RECORD SET ▸
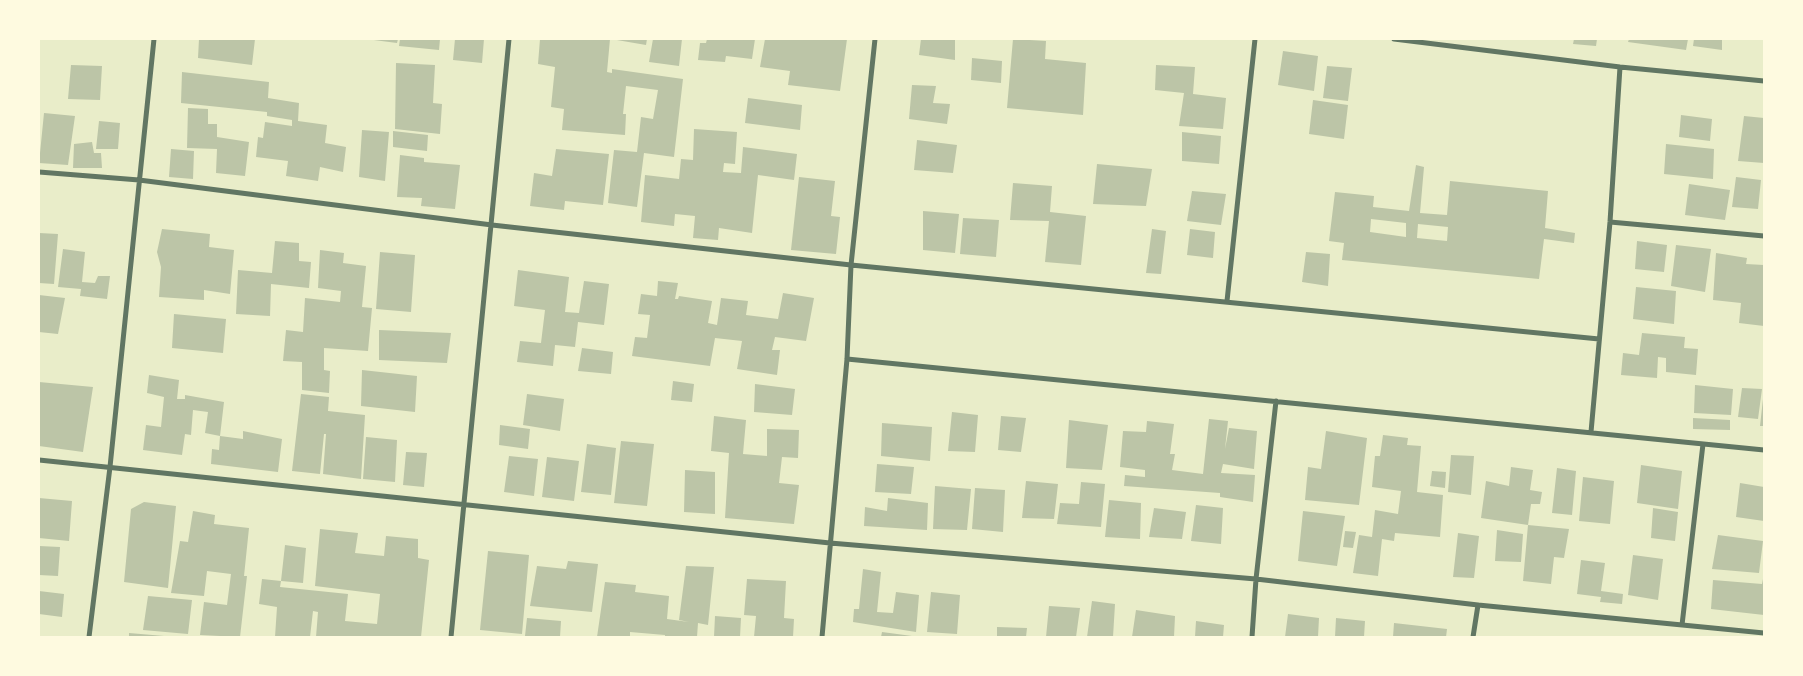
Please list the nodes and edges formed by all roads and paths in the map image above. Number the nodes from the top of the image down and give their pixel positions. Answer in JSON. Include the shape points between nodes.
{"nodes":[{"id":1,"x":154,"y":39,"type":"edge"},
{"id":2,"x":509,"y":39,"type":"edge"},
{"id":3,"x":875,"y":39,"type":"edge"},
{"id":4,"x":1255,"y":39,"type":"edge"},
{"id":5,"x":1394,"y":39,"type":"edge"},
{"id":6,"x":1620,"y":67,"type":"junction"},
{"id":7,"x":1764,"y":81,"type":"edge"},
{"id":8,"x":39,"y":172,"type":"edge"},
{"id":9,"x":139,"y":180,"type":"junction"},
{"id":10,"x":1610,"y":222,"type":"junction"},
{"id":11,"x":492,"y":225,"type":"junction"},
{"id":12,"x":1764,"y":236,"type":"edge"},
{"id":13,"x":851,"y":265,"type":"junction"},
{"id":14,"x":1227,"y":301,"type":"junction"},
{"id":15,"x":1599,"y":339,"type":"junction"},
{"id":16,"x":847,"y":358,"type":"junction"},
{"id":17,"x":1276,"y":401,"type":"junction"},
{"id":18,"x":1591,"y":432,"type":"junction"},
{"id":19,"x":1703,"y":444,"type":"junction"},
{"id":20,"x":1764,"y":450,"type":"edge"},
{"id":21,"x":39,"y":460,"type":"edge"},
{"id":22,"x":110,"y":468,"type":"junction"},
{"id":23,"x":465,"y":506,"type":"junction"},
{"id":24,"x":830,"y":543,"type":"junction"},
{"id":25,"x":1256,"y":579,"type":"junction"},
{"id":26,"x":1478,"y":605,"type":"junction"},
{"id":27,"x":1682,"y":625,"type":"junction"},
{"id":28,"x":1764,"y":633,"type":"edge"},
{"id":29,"x":89,"y":637,"type":"edge"},
{"id":30,"x":451,"y":637,"type":"edge"},
{"id":31,"x":822,"y":637,"type":"edge"},
{"id":32,"x":1252,"y":637,"type":"edge"},
{"id":33,"x":1473,"y":637,"type":"edge"}],
"edges":[{"from":1,"to":9,"type":"street"},
{"from":2,"to":11,"type":"street"},
{"from":3,"to":13,"type":"street"},
{"from":4,"to":14,"type":"street"},
{"from":5,"to":6,"type":"street"},
{"from":6,"to":7,"type":"street"},
{"from":6,"to":10,"type":"street"},
{"from":8,"to":9,"type":"street"},
{"from":9,"to":11,"type":"street"},
{"from":9,"to":22,"type":"street"},
{"from":10,"to":12,"type":"street"},
{"from":10,"to":15,"type":"street"},
{"from":11,"to":13,"type":"street"},
{"from":11,"to":23,"type":"street"},
{"from":13,"to":14,"type":"street"},
{"from":13,"to":16,"type":"street"},
{"from":14,"to":15,"type":"street"},
{"from":15,"to":18,"type":"street"},
{"from":16,"to":17,"type":"street"},
{"from":16,"to":24,"type":"street"},
{"from":17,"to":18,"type":"street"},
{"from":17,"to":25,"type":"street"},
{"from":18,"to":19,"type":"street"},
{"from":19,"to":20,"type":"street"},
{"from":19,"to":27,"type":"street"},
{"from":21,"to":22,"type":"street"},
{"from":22,"to":23,"type":"street"},
{"from":22,"to":29,"type":"street"},
{"from":23,"to":24,"type":"street"},
{"from":23,"to":30,"type":"street"},
{"from":24,"to":25,"type":"street"},
{"from":24,"to":31,"type":"street"},
{"from":25,"to":26,"type":"street"},
{"from":25,"to":32,"type":"street"},
{"from":26,"to":27,"type":"street"},
{"from":26,"to":33,"type":"street"},
{"from":27,"to":28,"type":"street"}]}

EXERCISE BRIEF ▸ Show each line of the material holding "nodes".

RESULT OF THE EXERCISE ▸
Please list the nodes and edges formed by all roads and paths in the map image above. Number the nodes from the top of the image down and give their pixel positions. Answer in JSON. Include the shape points between nodes.
{"nodes":[{"id":1,"x":154,"y":39,"type":"edge"},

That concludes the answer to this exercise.